HOW TO COMPLETE THIS TASK — Search the records for the string "hand", then copy each line that has it.
□ □ □
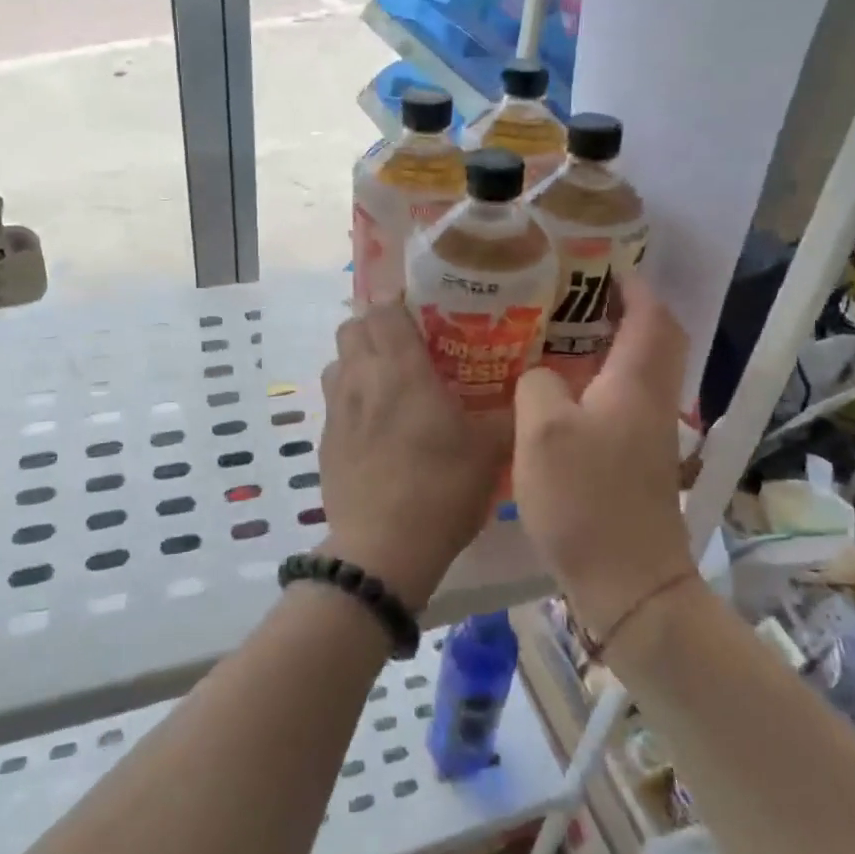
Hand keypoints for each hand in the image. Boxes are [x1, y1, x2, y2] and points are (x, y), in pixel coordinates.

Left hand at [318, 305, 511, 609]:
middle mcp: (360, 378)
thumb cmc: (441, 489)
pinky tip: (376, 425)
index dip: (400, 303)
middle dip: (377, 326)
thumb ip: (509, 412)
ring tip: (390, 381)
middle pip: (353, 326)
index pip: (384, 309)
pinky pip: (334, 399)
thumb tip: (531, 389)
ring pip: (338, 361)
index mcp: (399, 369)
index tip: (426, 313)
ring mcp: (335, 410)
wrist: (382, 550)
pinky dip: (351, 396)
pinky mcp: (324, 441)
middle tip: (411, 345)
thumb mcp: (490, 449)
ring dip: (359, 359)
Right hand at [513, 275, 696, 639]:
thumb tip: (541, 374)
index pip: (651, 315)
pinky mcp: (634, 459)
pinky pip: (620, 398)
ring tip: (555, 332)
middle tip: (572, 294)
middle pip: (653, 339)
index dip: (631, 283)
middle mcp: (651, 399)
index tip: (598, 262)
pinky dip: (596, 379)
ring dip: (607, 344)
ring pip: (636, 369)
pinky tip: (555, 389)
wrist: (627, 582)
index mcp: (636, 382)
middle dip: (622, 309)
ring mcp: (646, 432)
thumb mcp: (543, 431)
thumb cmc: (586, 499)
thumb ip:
□ □ □
RESULT OF THIS TASK —
Hand keypoints for each hand in the image. Boxes are [x1, y1, x2, y2] and points are (x, y), in pixel coordinates.
Left hand at [318, 305, 511, 609]:
Right hand at [513, 275, 696, 639]:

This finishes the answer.